Common Spark CLIs are as follows:

spark-shell
This command offers an easy method to familiarize oneself with APIs, much like interactive data analysis tools. It supports two languages including Scala and Python. In the Spark directory, run the ./bin/spark-shell command to log in the interactive interface of Scala, obtain data from HDFS, and perform the RDD.

Example: A line of code can be used to collect statistics on all words in a file.

scala> sc.textFile("hdfs://10.96.1.57:9000//wordcount_data.txt").flatMap(l => l.split(" ")).map(w => (w,1)).reduceByKey(_+_).collect()
spark-submit
This command is used to submit Spark applications to a Spark cluster for running and return the running result. The class, master, JAR file, and input parameters must be specified.

Example: Run GroupByTest in the JAR file, use four input parameters, and set the cluster running mode to local single-core.

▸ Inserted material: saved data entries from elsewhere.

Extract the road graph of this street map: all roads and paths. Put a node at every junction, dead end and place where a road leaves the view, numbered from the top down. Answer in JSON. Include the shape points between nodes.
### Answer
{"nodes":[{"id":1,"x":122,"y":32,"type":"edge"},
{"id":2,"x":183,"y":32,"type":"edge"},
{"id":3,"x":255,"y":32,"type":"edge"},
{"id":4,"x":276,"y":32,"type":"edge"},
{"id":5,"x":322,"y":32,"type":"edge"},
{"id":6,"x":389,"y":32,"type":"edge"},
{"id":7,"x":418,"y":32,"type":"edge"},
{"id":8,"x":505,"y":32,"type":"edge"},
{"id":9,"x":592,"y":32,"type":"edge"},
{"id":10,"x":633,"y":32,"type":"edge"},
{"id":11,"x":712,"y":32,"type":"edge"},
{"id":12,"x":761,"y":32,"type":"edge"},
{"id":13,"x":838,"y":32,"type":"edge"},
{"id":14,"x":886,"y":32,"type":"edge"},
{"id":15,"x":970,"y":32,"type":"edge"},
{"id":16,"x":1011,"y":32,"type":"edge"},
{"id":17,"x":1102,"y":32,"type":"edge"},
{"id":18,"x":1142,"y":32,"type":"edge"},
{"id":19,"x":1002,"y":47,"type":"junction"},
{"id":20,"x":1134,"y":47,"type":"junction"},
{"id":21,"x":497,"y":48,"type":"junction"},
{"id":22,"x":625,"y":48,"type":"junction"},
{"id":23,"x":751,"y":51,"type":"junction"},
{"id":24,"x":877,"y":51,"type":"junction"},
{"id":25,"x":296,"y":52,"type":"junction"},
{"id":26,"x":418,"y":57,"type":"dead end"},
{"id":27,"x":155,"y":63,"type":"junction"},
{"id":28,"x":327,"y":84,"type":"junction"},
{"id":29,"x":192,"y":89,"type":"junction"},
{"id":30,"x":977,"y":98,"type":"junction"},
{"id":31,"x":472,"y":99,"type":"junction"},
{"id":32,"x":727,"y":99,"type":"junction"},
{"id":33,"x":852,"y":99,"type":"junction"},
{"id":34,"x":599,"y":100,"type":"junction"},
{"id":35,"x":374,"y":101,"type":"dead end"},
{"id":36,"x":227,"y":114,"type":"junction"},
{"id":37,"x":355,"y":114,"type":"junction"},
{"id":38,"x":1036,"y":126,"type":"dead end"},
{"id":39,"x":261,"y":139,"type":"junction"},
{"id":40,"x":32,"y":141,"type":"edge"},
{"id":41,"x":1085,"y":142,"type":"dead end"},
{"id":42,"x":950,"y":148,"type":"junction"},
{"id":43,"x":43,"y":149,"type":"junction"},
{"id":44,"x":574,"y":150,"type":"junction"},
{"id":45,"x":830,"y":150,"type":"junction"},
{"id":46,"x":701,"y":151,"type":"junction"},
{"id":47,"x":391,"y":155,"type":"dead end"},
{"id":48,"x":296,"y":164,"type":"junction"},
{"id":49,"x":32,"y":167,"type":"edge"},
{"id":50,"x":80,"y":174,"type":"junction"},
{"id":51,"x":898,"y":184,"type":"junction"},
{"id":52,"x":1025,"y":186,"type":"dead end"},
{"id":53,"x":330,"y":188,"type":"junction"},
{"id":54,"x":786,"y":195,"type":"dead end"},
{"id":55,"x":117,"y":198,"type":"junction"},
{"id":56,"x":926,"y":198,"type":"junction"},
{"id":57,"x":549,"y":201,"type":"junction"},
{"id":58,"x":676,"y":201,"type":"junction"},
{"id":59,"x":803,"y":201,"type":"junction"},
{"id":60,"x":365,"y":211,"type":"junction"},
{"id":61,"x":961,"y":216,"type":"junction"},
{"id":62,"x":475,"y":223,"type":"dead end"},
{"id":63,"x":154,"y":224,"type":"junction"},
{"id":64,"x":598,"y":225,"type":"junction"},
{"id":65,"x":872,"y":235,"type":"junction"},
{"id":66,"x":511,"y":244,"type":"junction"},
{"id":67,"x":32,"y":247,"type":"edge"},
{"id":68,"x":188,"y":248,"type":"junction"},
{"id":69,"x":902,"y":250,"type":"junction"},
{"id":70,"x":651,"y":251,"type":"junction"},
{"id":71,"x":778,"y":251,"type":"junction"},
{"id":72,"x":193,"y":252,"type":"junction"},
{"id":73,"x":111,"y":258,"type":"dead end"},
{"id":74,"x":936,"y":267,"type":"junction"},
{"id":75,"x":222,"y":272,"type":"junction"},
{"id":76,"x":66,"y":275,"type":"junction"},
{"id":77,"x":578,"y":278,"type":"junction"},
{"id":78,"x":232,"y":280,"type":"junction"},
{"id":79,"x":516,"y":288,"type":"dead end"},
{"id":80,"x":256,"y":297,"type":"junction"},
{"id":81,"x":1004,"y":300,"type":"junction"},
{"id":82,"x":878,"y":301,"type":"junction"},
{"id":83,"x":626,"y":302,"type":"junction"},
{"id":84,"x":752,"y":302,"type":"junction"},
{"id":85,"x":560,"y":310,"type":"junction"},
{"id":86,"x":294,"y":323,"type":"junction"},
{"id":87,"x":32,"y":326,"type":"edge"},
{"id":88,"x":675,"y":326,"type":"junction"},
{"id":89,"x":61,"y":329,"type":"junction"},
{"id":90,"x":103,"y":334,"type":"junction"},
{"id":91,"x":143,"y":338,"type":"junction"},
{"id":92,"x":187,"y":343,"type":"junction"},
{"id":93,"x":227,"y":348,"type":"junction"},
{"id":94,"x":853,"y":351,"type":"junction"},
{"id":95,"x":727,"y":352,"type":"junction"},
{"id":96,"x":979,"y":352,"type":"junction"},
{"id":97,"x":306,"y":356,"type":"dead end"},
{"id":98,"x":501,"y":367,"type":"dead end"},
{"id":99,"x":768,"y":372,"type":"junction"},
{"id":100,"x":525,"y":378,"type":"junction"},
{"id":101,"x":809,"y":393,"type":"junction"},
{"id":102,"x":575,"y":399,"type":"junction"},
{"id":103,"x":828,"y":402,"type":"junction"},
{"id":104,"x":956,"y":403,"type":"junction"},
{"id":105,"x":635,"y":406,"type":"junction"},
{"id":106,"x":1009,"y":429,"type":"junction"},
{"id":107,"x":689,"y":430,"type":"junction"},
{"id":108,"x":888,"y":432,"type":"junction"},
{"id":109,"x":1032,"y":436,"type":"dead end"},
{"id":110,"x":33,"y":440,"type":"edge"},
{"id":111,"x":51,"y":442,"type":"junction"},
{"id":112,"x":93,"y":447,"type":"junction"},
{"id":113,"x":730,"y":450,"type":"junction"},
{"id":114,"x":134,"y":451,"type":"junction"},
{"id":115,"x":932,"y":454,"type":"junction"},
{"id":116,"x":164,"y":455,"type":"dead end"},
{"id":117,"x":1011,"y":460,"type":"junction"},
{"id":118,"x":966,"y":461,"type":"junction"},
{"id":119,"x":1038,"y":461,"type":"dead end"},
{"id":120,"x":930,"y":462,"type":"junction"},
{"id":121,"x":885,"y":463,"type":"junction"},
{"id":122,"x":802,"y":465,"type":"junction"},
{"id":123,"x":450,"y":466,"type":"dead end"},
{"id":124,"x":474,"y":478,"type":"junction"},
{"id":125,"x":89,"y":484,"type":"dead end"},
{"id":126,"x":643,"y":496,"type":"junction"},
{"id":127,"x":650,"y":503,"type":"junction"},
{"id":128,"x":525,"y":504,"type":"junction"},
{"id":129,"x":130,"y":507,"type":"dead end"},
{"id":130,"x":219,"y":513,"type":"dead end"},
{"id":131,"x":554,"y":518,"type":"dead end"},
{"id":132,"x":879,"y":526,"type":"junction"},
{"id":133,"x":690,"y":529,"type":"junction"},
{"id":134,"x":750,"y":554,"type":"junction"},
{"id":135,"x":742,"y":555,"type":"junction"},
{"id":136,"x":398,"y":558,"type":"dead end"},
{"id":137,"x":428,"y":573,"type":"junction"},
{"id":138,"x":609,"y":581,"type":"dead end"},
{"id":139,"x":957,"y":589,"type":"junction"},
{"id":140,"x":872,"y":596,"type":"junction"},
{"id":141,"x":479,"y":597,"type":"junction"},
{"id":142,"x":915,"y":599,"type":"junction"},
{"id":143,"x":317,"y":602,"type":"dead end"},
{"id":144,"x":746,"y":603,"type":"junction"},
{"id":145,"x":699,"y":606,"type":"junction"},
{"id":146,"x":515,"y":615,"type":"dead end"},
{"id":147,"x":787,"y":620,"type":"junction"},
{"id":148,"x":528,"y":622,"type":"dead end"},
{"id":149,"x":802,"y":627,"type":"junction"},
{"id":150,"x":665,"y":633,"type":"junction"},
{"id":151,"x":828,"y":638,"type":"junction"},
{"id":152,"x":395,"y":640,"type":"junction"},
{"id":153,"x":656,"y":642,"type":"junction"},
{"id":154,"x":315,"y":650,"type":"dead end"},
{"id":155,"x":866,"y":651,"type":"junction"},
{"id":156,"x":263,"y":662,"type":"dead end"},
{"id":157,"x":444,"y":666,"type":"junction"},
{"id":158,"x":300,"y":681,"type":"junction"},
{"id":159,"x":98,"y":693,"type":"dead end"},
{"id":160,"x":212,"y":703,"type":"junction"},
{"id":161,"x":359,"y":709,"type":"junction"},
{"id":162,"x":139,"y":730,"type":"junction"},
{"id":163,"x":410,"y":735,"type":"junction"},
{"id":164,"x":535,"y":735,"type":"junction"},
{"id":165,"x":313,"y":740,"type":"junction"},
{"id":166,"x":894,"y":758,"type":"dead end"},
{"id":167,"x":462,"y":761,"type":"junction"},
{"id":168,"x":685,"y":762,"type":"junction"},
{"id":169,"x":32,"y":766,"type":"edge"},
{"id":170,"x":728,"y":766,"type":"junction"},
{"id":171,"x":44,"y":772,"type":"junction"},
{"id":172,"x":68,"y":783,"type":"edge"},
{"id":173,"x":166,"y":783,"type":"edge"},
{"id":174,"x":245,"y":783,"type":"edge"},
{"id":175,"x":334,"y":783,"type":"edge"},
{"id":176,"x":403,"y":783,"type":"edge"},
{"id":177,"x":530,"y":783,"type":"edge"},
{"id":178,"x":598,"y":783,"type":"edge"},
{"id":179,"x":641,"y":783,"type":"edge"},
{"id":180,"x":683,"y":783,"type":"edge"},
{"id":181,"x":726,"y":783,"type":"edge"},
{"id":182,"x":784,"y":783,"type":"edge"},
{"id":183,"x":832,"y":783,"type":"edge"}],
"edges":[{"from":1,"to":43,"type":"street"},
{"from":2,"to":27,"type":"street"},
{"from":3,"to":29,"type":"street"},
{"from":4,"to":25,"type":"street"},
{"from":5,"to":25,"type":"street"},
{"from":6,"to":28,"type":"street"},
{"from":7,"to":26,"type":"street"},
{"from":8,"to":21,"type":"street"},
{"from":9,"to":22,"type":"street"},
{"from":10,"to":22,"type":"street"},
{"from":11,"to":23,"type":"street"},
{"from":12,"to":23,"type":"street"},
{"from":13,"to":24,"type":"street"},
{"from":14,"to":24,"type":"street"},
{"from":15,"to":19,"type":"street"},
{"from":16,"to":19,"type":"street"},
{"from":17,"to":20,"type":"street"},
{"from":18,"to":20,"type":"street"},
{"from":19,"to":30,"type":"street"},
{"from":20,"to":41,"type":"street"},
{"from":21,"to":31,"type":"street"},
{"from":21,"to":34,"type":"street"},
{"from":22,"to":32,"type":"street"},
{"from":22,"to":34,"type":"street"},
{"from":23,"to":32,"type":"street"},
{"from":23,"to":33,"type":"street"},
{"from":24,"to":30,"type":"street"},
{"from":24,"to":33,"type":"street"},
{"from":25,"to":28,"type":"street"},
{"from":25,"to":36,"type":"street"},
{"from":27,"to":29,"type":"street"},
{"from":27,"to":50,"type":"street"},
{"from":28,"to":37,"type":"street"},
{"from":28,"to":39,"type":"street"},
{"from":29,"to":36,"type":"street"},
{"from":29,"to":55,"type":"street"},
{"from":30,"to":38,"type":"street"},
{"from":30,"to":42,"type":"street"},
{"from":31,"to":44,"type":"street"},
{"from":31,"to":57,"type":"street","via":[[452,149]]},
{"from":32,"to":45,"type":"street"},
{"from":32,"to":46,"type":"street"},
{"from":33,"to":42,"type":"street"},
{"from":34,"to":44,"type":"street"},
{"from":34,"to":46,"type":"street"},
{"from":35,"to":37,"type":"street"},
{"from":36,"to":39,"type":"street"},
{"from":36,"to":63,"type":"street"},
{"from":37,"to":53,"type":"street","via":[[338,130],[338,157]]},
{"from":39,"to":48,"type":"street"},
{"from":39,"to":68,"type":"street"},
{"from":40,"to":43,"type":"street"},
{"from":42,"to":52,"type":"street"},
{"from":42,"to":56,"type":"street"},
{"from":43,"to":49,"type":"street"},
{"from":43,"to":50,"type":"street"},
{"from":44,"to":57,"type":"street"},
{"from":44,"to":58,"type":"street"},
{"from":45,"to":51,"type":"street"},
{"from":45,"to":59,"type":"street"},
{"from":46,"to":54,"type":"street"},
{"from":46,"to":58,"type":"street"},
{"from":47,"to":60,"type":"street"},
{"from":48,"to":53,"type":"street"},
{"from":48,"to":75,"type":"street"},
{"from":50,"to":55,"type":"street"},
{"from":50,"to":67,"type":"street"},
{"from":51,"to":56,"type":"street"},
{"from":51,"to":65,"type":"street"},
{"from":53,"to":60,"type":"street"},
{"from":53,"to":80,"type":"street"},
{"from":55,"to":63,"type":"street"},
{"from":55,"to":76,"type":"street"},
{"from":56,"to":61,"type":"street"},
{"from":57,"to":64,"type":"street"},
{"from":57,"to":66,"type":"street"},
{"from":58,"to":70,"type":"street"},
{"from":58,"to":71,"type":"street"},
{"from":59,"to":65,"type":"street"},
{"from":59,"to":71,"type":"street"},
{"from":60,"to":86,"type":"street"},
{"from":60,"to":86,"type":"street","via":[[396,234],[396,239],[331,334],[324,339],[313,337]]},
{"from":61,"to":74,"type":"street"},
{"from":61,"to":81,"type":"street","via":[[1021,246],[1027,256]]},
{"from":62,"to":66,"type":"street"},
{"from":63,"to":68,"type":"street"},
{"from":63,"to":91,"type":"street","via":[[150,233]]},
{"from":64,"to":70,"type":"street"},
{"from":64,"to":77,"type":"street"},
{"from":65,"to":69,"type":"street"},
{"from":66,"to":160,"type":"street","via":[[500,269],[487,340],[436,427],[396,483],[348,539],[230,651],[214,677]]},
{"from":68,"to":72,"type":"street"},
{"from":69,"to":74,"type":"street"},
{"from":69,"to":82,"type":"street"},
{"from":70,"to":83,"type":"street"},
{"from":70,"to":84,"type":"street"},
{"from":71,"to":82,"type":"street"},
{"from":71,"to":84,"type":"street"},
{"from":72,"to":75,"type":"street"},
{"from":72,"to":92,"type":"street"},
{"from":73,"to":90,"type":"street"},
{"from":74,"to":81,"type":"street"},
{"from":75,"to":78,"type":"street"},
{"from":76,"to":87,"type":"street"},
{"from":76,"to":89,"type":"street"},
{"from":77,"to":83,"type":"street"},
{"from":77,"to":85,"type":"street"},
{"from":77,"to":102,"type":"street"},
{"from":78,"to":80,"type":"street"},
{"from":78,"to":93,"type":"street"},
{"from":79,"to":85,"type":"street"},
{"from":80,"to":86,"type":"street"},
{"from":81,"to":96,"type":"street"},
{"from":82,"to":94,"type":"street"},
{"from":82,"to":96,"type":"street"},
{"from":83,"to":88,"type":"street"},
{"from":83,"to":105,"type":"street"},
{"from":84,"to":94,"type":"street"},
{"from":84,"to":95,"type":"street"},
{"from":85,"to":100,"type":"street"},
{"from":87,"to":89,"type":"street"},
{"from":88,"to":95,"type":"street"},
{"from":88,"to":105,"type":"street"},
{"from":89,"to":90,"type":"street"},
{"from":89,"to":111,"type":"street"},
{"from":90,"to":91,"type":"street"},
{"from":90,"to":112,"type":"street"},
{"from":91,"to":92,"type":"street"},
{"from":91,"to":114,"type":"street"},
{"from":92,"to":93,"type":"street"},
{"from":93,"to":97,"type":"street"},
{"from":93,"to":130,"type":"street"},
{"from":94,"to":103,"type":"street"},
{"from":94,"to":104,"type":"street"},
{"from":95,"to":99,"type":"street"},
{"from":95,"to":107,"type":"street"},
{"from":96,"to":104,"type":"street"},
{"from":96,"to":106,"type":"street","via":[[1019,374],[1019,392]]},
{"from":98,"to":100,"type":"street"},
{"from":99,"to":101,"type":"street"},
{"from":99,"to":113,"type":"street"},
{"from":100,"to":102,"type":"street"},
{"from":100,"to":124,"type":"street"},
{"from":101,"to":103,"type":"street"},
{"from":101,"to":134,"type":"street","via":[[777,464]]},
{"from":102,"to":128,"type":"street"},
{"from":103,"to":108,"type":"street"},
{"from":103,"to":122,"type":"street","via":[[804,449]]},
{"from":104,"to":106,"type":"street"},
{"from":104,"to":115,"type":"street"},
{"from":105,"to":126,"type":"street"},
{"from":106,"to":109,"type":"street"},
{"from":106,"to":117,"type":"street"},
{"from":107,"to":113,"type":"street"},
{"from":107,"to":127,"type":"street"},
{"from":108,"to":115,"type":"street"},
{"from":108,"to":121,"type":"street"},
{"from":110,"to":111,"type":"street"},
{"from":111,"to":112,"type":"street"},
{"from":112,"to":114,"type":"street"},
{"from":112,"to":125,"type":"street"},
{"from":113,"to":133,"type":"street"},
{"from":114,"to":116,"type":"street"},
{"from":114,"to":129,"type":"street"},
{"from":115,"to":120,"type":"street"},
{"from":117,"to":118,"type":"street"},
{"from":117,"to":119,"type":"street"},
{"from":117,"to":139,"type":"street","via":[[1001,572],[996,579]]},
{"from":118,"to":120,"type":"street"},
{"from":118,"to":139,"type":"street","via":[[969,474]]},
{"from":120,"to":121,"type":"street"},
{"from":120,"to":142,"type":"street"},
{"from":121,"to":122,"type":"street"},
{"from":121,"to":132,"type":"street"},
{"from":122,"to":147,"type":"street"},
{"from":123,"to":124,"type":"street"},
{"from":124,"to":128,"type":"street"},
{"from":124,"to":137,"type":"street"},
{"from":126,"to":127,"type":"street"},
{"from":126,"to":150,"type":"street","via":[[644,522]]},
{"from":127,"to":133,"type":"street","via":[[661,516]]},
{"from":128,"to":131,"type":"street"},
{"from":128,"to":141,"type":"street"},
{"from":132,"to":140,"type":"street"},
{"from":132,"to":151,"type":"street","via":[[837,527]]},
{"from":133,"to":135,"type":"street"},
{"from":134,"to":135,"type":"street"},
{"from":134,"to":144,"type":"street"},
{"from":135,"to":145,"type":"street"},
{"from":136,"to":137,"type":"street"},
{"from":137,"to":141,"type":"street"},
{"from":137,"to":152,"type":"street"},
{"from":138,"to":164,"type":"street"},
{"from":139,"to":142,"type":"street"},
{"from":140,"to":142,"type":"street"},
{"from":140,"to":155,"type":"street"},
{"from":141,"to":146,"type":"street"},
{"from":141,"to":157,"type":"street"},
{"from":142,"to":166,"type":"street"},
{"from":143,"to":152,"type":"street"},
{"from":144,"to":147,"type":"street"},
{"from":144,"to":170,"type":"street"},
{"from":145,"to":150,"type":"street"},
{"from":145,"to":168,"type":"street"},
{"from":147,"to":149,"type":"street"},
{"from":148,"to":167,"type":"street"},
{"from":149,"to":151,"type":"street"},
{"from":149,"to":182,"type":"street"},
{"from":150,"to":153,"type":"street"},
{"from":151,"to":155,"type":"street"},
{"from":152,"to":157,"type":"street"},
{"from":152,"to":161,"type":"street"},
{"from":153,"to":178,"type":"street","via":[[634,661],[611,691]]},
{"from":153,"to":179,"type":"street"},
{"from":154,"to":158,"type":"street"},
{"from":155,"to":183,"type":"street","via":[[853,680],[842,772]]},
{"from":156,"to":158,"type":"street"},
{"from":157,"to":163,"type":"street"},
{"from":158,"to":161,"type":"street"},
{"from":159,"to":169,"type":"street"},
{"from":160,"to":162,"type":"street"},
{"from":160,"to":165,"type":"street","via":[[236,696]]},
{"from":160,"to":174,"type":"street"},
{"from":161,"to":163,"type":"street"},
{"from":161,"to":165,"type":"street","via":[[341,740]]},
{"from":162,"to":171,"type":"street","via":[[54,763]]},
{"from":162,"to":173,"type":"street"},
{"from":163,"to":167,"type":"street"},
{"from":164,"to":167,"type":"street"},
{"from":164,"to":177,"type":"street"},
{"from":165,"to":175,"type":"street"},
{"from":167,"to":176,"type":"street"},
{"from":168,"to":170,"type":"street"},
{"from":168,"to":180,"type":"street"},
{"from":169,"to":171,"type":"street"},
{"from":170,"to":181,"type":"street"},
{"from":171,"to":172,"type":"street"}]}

./bin/spark-submit --class org.apache.spark.examples.GroupByTest --master local[1] examples/jars/spark-examples_2.12-3.1.1-hw-ei-311001.jar 6 10 10 3
spark-sql
It is used to run the Hive metadata service and query command lines in the local or cluster mode. If its logical plan needs to be queried, add "explain extended" before the SQL statement.

Example:

Select key from src group by key
run-example
This command is used to run or debug the built-in examples in the Spark open source community.

Example: Run SparkPi.

./run-example SparkPi 100